Freelance Web design can be a rewarding career path, allowing you to put your creativity to work and do so on your own schedule. And there are plenty of online tools to make your job easier, from marketplaces to sell your projects, to resource communities to download various design elements, to portfolio sites to help you showcase your work. Here are just some of the websites that make a great addition to any designer’s resource toolkit.

1 Best Choice For Inspiration: Dribbble

Dribble Logo Large

www.dribbble.com

Dribbble is a designer community that allows you to showcase your work, get feedback from other designers and get hired. Web designers, graphic designers and typographers can upload screenshots of their projects, which show what they are currently working on. You can find designers by skills or location, or browse projects by type, tag or even color.

The website can act as your portfolio, but there are some limitations, such as the size of the images you can upload. It’s generally too small to show any real details of your project, although it can give fellow designers and clients a basic overview of your skills. Designers who are part of the Dribbble community comment on each other’s work, follow and favorite each other. You will have to pay $300 a month for a Pro account to be able to post job announcements on the site, while the basic designer account is free. Dribbble membership used to be by invite only, but that’s no longer the case.

2 Design Deck: www.designdeck.co.uk

designdeck

Design Deck provides a large collection of free and premium PSD files and other resources for designers. The site has social media icon sets, UI kits, website templates, WordPress themes, fonts, login forms and pretty much anything else a designer might need.

You can buy packages of icons or Web elements for a set price, although the site has plenty of high-quality freebies available as well.

3 Behance: www.behance.net

behance

Next to Dribbble, Behance is another popular portfolio site for freelance designers. It allows you to put together your own collections, browse and appreciate the projects of other designers, and organize your work. You can browse projects by categories like illustration, graphic design, motion graphics or Web design, among others.

You can also filter posts by location or check out the jobs that are featured, most appreciated or most viewed. The amount of appreciations the project received from fellow designers is shown as a thumbs up next to its description – an icon similar to the like button on Facebook. You can also filter projects by color, tools used to create it or the school the designer is part of. Clients who want to hire designers on Behance will have to pay $199 for a single 60-day job posting or $1,699 for 10 posts. The website states that brands like Apple, Microsoft, Google, Facebook and Adobe all use its platform to hire creative talent.

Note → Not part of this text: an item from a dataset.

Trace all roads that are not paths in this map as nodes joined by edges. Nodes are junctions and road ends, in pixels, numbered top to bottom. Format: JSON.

4 Creative Market: creativemarket.com

creativemarket

Creative Market is a platform for independent designers to buy and sell their work, or download and share it for free. It has everything from 3D renters to icons to textures to fonts. You can get themes for pretty much any CMS platform here, including Joomla, WordPress, Tumblr and Drupal. Besides Web elements, the site also features print design items, such as fliers, magazines and stationary.

Designers who host their shops with Creative Market get to set their own prices and keep 70% of every sale. Unlike many other design marketplaces, Creative Market does not require for projects to undergo a review process before they are posted, and does not lock designers into any exclusivity restrictions. You currently need to request an invite to be able to start a shop with this digital marketplace.

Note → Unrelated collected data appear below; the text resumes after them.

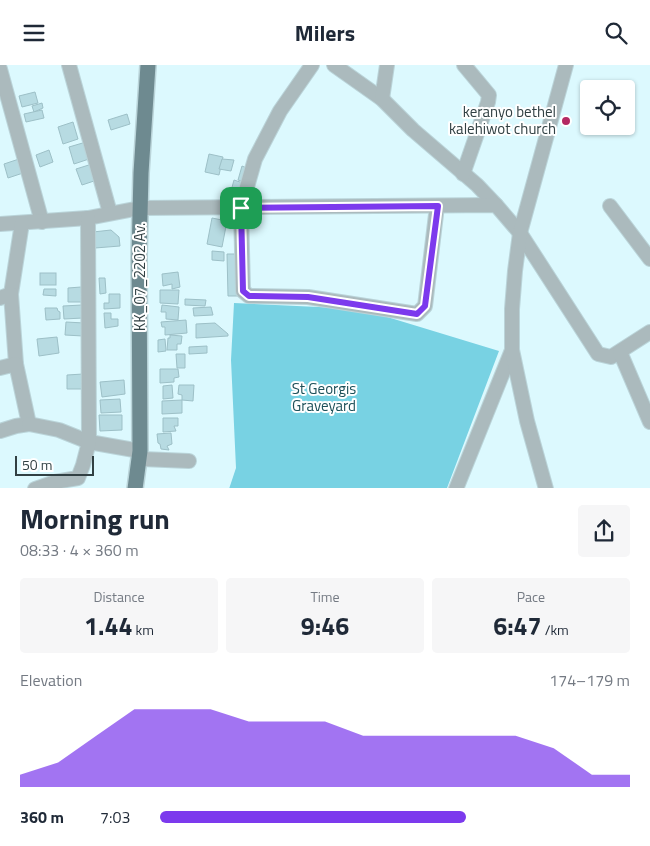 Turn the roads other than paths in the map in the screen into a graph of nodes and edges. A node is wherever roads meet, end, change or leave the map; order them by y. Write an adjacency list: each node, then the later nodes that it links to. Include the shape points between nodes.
1 (69, 65): 17 (street)
2 (148, 65): 15 (main road, KK_07_2202 Av.)
3 (155, 65): 15 (main road)
4 (312, 65): 16 (street, via 280,111 254,159)
5 (334, 65): 10 (street)
6 (387, 65): 10 (street)
7 (464, 65): 11 (street, via 489,95)
8 (566, 65): 22 (street)
9 (0, 69): 19 (street)
10 (382, 99): 11 (street)
11 (463, 174): 12 (street)
12 (496, 205): 14 (street); 22 (street)
13 (610, 205): 23 (street)
14 (438, 206): 16 (street); 16 (street, via 425,306 417,314 308,297 249,296 243,291)
15 (144, 208): 16 (street); 17 (street); 34 (main road)
16 (241, 208)
17 (110, 213): 18 (street)
18 (88, 218): 19 (street); 33 (street)
19 (42, 221): 20 (street)
20 (22, 223): 21 (street); 24 (street)
21 (0, 225)
22 (520, 233): 26 (street, via 514,280); 27 (street, via 598,354 611,357)
23 (650, 259)
24 (6, 296): 28 (street)
25 (650, 333): 27 (street)
26 (512, 350): 39 (street); 40 (street, via 526,421)
27 (620, 352): 30 (street)
28 (16, 364): 29 (street); 31 (street)
29 (0, 368)
30 (650, 422)
31 (29, 424): 32 (street); 33 (street)
32 (0, 431)
33 (89, 442): 34 (street); 36 (street)
34 (141, 455): 35 (street); 38 (main road)
35 (189, 461)
36 (77, 483): 37 (street, via 55,482)
37 (38, 488)
38 (137, 488)
39 (456, 488)
40 (546, 488)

5 Google Fonts: www.google.com

googlefonts

Google Fonts provides hundreds of open-source, free fonts, which are optimized for the Web. You can search fonts by family, thickness, width and slant, among other filters. The site also allows you to preview the fonts using one word, sentence or an entire paragraph, which can give you a great idea of what you are getting exactly before you choose to add the font to your collection.

Once you have finalized your font collection just the way you like it, Google will provide you with a code to easily add the collection to your website.

6 Code Canyon: codecanyon.net

codecanyon

Part of the popular Envato marketplaces group, Code Canyon provides Web designers with thousands of scripts and snippets, some of which are free and some starting at just $1. The site’s products come in PHP, CSS, JavaScript, HTML5 and more. Code Canyon has a dedicated WordPress section, as well as sections for e-commerce and mobile scripts.

You can also sign up to become an author and sell your digital products and stock via the marketplace. You’ll get 33% of the profits if you are a non-exclusive author and choose to sell your work through other sites besides the Envato group, or you can make 50% to 70% if you go through Envato alone, the rate increasing as your sales volume grows.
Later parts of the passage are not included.